And on to the showstopper, in which the contestants must create a fabulous item of a defined type in five hours. In last year’s final the showstopper was wedding cakes, which was a good challenge but didn’t leave too much room for the bonkers element which is such an important part of Bake Off. This year the judges rectified that big-style by requiring the contestants to create a pièce montéé. This is French, and roughly translates as F*cking Amazeballs Cake.
According to the judges, it is a decorative sculptural cake for a special occasion which can depict pretty much anything but should contain several kinds of cake, including at least two I’d never heard of. How I missed Jordan at this point, who would probably have created a pièce montéé depicting Luke Skywalker’s destruction of the Death Star, or King Kong on the skyscraper complete with tiny macaroon planes. With the whole world to choose from, Nancy and Richard both picked windmills. What are the chances?!? Richard’s was based on Mill Hill, the part of London where he lives, whilst Nancy was creating the famous windmill of Paris, the Moulin Rouge. She described it as “dark and dangerous”, my favourite flavour of cake.
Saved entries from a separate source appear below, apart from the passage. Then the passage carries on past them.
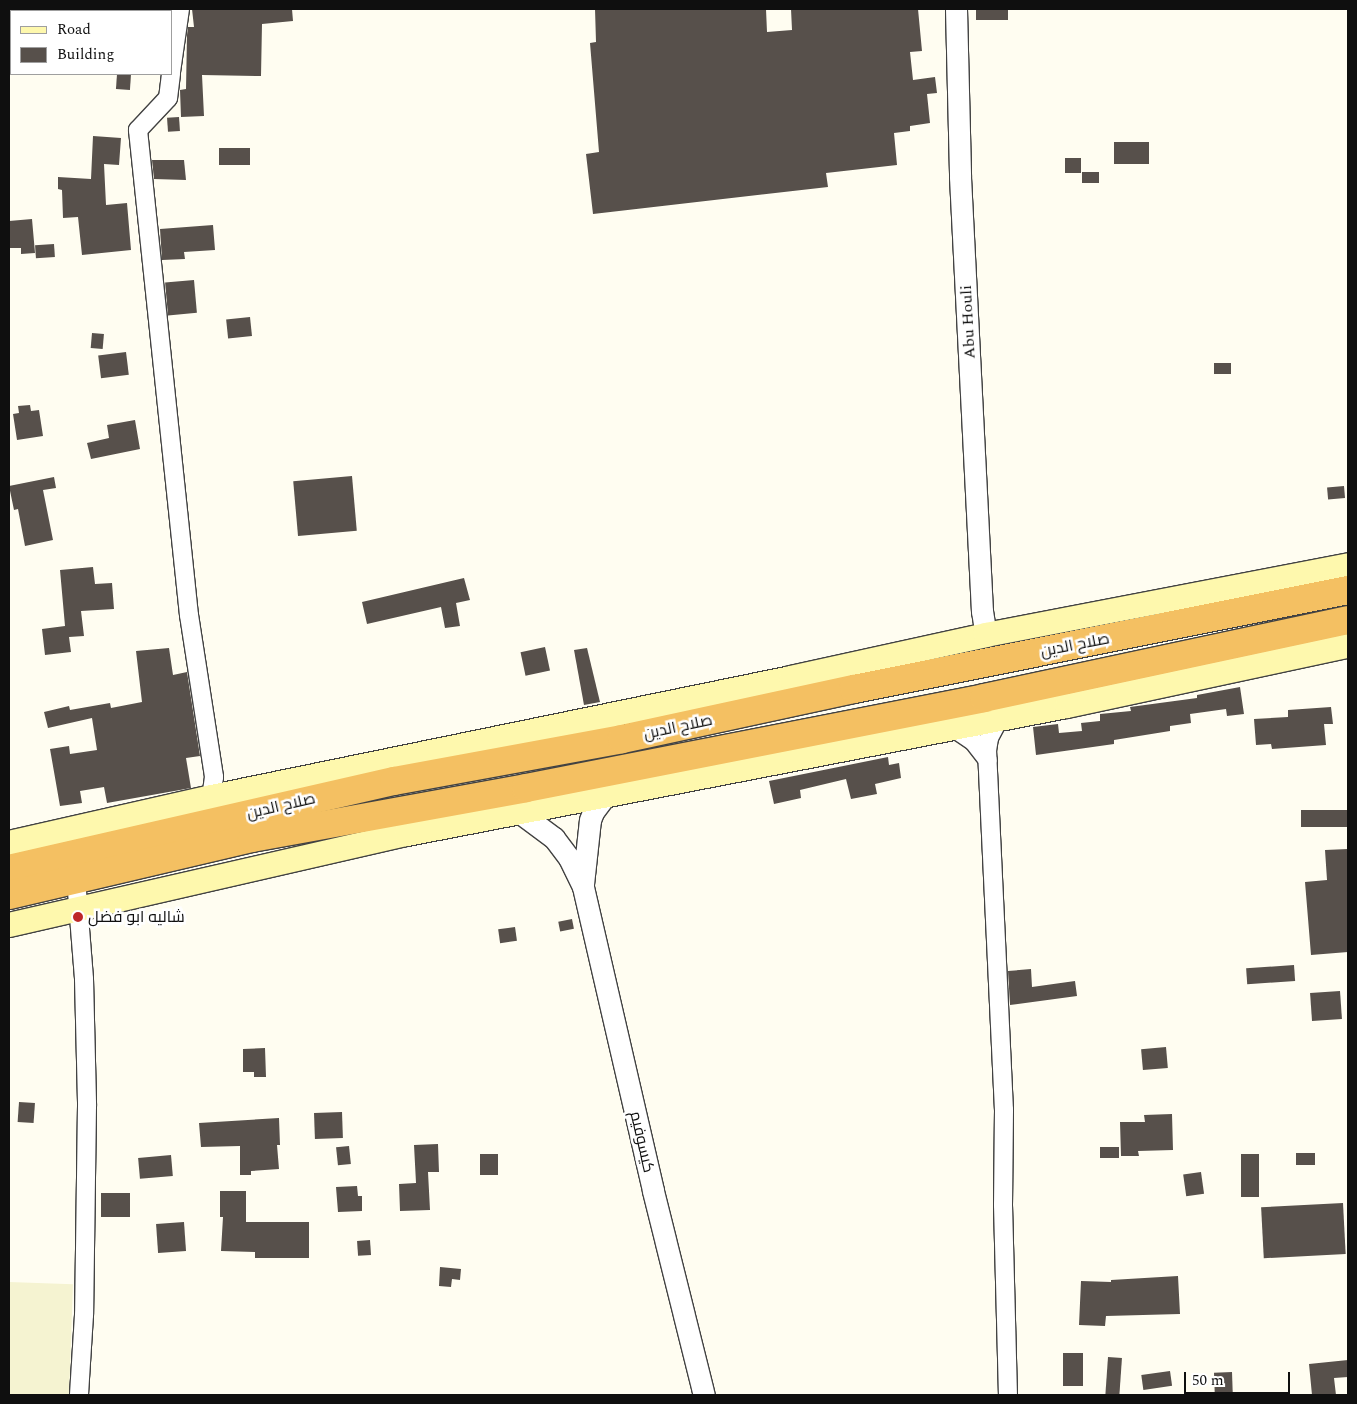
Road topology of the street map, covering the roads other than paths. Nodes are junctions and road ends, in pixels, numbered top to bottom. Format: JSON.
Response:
{"nodes":[{"id":1,"x":180,"y":9,"type":"edge"},
{"id":2,"x":956,"y":9,"type":"edge"},
{"id":3,"x":172,"y":66,"type":"edge"},
{"id":4,"x":171,"y":75,"type":"edge"},
{"id":5,"x":1348,"y":565,"type":"edge"},
{"id":6,"x":1348,"y":590,"type":"edge"},
{"id":7,"x":1348,"y":620,"type":"edge"},
{"id":8,"x":986,"y":635,"type":"junction"},
{"id":9,"x":1348,"y":646,"type":"edge"},
{"id":10,"x":999,"y":719,"type":"junction"},
{"id":11,"x":952,"y":726,"type":"junction"},
{"id":12,"x":988,"y":760,"type":"junction"},
{"id":13,"x":605,"y":796,"type":"junction"},
{"id":14,"x":212,"y":797,"type":"junction"},
{"id":15,"x":519,"y":812,"type":"junction"},
{"id":16,"x":196,"y":825,"type":"junction"},
{"id":17,"x":9,"y":843,"type":"edge"},
{"id":18,"x":9,"y":869,"type":"edge"},
{"id":19,"x":76,"y":879,"type":"junction"},
{"id":20,"x":583,"y":887,"type":"junction"},
{"id":21,"x":9,"y":895,"type":"edge"},
{"id":22,"x":79,"y":909,"type":"junction"},
{"id":23,"x":9,"y":924,"type":"edge"},
{"id":24,"x":79,"y":1395,"type":"edge"},
{"id":25,"x":704,"y":1395,"type":"edge"},
{"id":26,"x":1008,"y":1395,"type":"edge"}],
"edges":[{"from":1,"to":3,"type":"street"},
{"from":2,"to":8,"type":"street","name":"Abu Houli"},
{"from":4,"to":14,"type":"street"},
{"from":5,"to":8,"type":"main road"},
{"from":6,"to":16,"type":"highway","name":"صلاح الدين"},
{"from":7,"to":19,"type":"highway","name":"صلاح الدين"},
{"from":8,"to":14,"type":"main road"},
{"from":9,"to":10,"type":"main road"},
{"from":10,"to":11,"type":"main road"},
{"from":10,"to":12,"type":"street"},
{"from":11,"to":12,"type":"street"},
{"from":11,"to":13,"type":"main road"},
{"from":12,"to":26,"type":"street"},
{"from":13,"to":15,"type":"main road"},
{"from":13,"to":20,"type":"street","name":"كيسوفيم"},
{"from":14,"to":16,"type":"street"},
{"from":14,"to":17,"type":"main road"},
{"from":15,"to":20,"type":"street","name":"كيسوفيم"},
{"from":15,"to":22,"type":"main road"},
{"from":16,"to":18,"type":"highway","name":"صلاح الدين"},
{"from":19,"to":21,"type":"highway","name":"صلاح الدين"},
{"from":19,"to":22,"type":"street"},
{"from":20,"to":25,"type":"street","name":"كيسوفيم"},
{"from":22,"to":23,"type":"main road"},
{"from":22,"to":24,"type":"street"}]}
Louis was also building a representation of his home town, Poynton, with a mill wheel made out of biscuit, doubtless to represent the frailty of the miners in the face of Thatcher’s vindictiveness and a chain of choux buns to represent the fragility of the chains which bound a once proud traditional industry to the nation it had supported for centuries. I do beg your pardon, my eighties credentials are showing. In fact in Poynton the mines closed in the thirties and the remaining wheels are merely decorative, probably a good thing for Louis, who being on the cuddly side would struggle to fit down a mine.